=== Begin Enclosure ===

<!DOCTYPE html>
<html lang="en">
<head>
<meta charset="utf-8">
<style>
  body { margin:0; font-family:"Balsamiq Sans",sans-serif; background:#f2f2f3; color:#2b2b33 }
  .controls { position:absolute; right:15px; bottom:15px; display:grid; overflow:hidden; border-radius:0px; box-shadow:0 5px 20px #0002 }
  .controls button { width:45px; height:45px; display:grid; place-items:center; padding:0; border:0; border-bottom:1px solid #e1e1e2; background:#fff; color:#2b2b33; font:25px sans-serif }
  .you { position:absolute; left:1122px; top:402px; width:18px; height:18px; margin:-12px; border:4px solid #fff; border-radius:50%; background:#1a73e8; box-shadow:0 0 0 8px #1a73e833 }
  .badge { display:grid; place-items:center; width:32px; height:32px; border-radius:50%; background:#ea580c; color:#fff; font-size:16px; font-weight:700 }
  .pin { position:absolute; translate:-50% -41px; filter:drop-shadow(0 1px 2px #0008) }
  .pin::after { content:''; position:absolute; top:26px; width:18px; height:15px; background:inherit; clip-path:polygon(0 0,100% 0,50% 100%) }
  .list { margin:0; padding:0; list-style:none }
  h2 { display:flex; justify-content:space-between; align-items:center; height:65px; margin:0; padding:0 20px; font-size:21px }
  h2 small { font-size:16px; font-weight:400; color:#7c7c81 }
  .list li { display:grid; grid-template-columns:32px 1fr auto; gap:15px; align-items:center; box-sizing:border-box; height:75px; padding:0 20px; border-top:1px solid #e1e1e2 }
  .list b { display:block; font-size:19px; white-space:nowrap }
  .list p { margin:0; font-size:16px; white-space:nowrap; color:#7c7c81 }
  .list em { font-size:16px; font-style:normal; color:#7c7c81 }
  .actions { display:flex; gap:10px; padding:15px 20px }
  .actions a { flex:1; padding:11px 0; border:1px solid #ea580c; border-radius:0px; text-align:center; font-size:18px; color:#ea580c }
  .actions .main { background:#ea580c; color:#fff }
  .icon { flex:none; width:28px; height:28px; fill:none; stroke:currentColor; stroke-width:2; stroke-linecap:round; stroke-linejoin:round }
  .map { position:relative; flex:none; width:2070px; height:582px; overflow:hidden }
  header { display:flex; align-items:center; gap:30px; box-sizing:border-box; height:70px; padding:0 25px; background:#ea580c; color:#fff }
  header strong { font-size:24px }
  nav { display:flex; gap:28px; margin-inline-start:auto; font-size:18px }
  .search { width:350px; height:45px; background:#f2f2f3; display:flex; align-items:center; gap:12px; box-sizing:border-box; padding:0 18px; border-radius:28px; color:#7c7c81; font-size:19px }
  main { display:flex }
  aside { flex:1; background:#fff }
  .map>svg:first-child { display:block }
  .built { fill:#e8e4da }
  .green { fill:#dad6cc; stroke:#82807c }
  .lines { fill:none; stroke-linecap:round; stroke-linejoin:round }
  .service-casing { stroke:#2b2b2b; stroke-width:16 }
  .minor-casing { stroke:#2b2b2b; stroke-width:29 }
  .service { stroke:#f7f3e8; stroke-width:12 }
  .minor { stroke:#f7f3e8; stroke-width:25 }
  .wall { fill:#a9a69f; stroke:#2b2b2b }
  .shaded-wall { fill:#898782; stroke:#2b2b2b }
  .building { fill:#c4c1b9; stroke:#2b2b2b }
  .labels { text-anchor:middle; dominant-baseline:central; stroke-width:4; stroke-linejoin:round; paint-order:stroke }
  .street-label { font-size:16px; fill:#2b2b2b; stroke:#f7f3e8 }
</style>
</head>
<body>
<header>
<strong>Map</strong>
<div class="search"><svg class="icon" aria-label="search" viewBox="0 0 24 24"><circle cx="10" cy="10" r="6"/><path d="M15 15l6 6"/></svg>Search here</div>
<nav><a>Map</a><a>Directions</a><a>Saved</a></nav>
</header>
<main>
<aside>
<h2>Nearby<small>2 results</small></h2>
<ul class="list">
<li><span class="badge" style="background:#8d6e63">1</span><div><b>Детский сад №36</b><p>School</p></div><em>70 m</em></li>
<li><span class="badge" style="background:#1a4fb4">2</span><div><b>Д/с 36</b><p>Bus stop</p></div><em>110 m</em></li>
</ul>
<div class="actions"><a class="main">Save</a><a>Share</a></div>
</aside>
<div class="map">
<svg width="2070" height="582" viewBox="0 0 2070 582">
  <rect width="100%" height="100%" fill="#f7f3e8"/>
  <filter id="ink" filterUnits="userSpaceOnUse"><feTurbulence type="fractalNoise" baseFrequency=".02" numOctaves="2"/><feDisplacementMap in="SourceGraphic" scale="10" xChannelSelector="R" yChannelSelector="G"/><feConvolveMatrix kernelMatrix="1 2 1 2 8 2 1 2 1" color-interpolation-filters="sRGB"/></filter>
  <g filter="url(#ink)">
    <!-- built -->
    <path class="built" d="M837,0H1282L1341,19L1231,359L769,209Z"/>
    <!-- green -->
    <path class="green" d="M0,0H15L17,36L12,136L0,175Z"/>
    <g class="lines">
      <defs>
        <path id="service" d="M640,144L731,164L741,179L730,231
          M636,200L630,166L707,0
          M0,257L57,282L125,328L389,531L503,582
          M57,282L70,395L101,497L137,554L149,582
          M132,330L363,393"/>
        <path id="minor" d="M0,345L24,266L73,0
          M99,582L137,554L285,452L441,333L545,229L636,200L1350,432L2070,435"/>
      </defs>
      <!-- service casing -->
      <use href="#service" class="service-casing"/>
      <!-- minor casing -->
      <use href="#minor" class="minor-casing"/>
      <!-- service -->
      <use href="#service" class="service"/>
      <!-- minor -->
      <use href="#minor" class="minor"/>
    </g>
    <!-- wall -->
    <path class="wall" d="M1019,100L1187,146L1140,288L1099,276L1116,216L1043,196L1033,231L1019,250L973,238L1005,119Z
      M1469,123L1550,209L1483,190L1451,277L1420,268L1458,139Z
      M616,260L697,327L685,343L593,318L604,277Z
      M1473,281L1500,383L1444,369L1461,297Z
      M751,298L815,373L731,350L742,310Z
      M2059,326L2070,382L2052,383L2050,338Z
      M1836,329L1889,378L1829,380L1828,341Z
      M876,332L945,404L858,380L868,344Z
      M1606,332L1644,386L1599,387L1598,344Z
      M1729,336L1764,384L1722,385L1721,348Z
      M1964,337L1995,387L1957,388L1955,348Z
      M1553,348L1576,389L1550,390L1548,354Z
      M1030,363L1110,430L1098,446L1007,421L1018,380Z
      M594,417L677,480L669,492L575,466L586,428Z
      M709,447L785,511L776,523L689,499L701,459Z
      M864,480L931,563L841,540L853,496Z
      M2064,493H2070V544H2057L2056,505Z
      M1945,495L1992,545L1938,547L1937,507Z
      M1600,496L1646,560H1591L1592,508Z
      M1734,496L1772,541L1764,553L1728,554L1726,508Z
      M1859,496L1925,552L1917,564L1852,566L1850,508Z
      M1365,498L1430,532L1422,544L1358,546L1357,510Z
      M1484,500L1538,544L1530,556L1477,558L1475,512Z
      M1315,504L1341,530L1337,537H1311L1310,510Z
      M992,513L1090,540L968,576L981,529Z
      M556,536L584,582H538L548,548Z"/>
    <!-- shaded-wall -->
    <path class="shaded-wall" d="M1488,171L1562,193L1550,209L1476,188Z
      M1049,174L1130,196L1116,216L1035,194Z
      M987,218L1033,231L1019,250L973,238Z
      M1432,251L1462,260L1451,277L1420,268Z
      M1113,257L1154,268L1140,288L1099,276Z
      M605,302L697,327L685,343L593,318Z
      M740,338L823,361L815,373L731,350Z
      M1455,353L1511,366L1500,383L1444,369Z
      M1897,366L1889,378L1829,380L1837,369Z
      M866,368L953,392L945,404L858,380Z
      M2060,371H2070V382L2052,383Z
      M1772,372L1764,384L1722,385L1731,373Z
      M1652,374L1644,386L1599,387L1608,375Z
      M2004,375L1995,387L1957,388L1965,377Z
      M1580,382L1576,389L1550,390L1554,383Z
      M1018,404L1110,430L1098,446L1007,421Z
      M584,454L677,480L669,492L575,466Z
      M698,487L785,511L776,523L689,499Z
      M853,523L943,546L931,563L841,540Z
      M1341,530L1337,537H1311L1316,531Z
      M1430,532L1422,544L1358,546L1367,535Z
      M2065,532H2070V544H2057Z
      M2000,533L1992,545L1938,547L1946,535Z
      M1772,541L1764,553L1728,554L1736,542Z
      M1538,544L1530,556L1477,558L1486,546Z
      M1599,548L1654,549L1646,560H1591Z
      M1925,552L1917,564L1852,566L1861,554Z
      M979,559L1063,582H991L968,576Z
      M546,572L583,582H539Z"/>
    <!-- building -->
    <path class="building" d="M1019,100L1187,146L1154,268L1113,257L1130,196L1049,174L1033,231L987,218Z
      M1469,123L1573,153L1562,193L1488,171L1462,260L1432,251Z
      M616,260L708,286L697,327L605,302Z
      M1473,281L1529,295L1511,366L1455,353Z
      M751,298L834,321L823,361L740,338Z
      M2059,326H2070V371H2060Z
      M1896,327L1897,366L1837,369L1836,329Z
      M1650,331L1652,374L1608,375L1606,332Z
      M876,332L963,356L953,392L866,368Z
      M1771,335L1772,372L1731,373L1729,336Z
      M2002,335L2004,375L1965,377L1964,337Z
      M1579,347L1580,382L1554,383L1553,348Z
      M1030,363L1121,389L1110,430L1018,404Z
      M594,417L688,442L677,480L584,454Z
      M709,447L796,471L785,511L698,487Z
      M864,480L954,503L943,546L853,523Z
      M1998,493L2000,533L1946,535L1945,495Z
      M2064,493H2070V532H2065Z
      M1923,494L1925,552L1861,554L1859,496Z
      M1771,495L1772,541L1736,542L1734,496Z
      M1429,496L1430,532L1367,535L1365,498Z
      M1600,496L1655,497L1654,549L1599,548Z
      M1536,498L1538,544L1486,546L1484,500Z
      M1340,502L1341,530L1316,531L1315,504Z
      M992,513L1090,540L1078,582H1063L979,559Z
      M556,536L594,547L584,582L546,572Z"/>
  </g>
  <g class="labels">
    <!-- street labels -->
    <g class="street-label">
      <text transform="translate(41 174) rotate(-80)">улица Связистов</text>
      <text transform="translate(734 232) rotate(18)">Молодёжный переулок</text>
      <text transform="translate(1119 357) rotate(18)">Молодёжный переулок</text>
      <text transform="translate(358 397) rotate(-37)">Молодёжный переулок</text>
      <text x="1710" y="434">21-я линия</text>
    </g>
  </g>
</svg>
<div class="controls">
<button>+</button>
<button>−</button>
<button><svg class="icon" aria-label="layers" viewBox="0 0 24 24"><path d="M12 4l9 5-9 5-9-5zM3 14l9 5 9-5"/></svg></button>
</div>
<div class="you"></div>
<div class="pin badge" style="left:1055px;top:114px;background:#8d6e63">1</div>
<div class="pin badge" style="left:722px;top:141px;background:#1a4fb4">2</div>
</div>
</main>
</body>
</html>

=== End Enclosure ===

The problem: Beginning with the line that has "margin:0; font-size:16px; white-space:nowrap;" and ending with the line that has "display:flex; gap:10px; padding:15px", set down the lines above exactly and include no others.

Result of this task:
  .list p { margin:0; font-size:16px; white-space:nowrap; color:#7c7c81 }
  .list em { font-size:16px; font-style:normal; color:#7c7c81 }
  .actions { display:flex; gap:10px; padding:15px 20px }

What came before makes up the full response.